Nein, das geht natürlich nicht. Die Jungs und Mädels sind mindestens auf lokaler Ebene allzu stark in die jeweiligen Organisationsmuster eingebunden, als dass sie tatsächlich die Kraft für eine Modernisierung der Institutionen finden täten. Dies gilt jedenfalls unter der Voraussetzung, dass sich nicht ein paar versprengte oder auch nicht versprengte Linke unterdessen daran gemacht haben, auf dieser Ebene das gleiche zu leisten wie bei der Kapitaltransaktionssteuer, das heißt, subkutan die Themen auf kommunaler Ebene aufzugreifen und unter neuen Blickwinkeln so aufzuarbeiten, dass vielleicht ein Teil dieser Arbeit auch im Kopf eines CDU-Bürgermeisters einen Platz findet. Die so genannten Commons bedeuten ja gerade eine Rückkehr zum Thema des Gemeingutes, das unter dem Dampfhammer der neoliberalen Ideologie praktisch ausgestorben schien. Und da steht es schon wieder in voller Pracht auf der Weltbühne, beziehungsweise es bewegt sich dort sogar in sehr unterschiedlichen Formen, wenn ich zum Beispiel an die Transition Towns denke, die für mich exakt in diesen Zusammenhang gehören.

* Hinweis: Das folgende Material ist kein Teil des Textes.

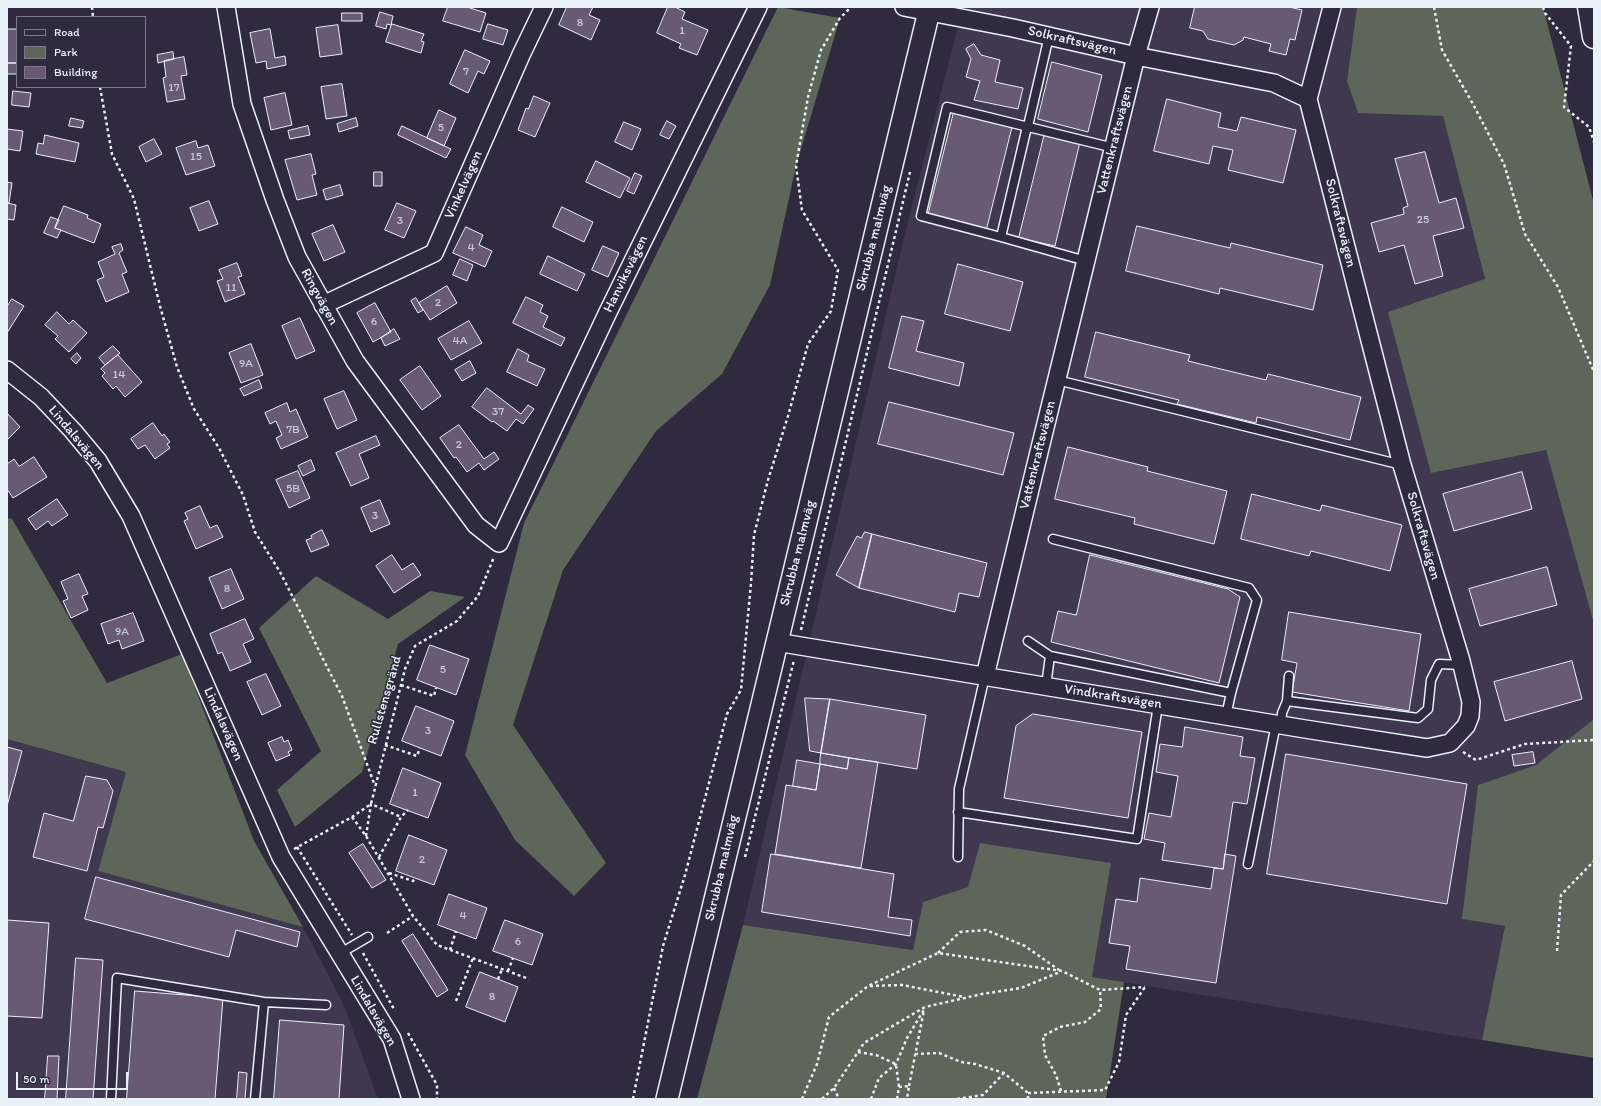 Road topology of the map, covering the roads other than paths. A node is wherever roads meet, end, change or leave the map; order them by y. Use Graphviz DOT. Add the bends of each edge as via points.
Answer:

Möglicherweise leben wir mitten im Untergang der alten Parteienwelt, wobei diese durchaus von innen her neu belebt werden kann, aber eben durch ziemlich sachfremde Initiativen, die sich dann nicht mehr in erster Linie um die ideologische Ausrichtung kümmern, sondern um die praktischen Projekte auf Ebene von Kommunen und Ländern und dann bei Gelegenheit mal auch von Bund und Europäischer Union. Umgekehrt ist die Verbreitung solcher kommunaler Bewegungen sicher auch darauf zurückzuführen, dass sich gerade die Gewichte in den oberen Machtorganen neu formieren. Insgesamt kann man darin bei etwas gutem Willen eine logische Konsequenz davon sehen, dass sich die Organisationsformen unter dem Druck der veränderten Verhältnisse ebenfalls zu verändern beginnen. Und damit meine ich natürlich nicht nur die Beziehung zwischen den einzelnen Ländern und der EU, sondern im Kern die sozialen Verhältnisse in modernen sozialdemokratischen Gesellschaften, welche sich bei Gelegenheit nicht mehr nur um den Pol zwischen Lohnarbeit und Kapital bilden sollten. Solange die Wertschöpfung und Reichtumsverteilung nach wie vor zur Hauptsache in diesem Kreis stattfindet, wird es ein wichtiger Pol bleiben, aber eben längst nicht mehr der einzige und mit der Zeit auch nicht mehr der bestimmende.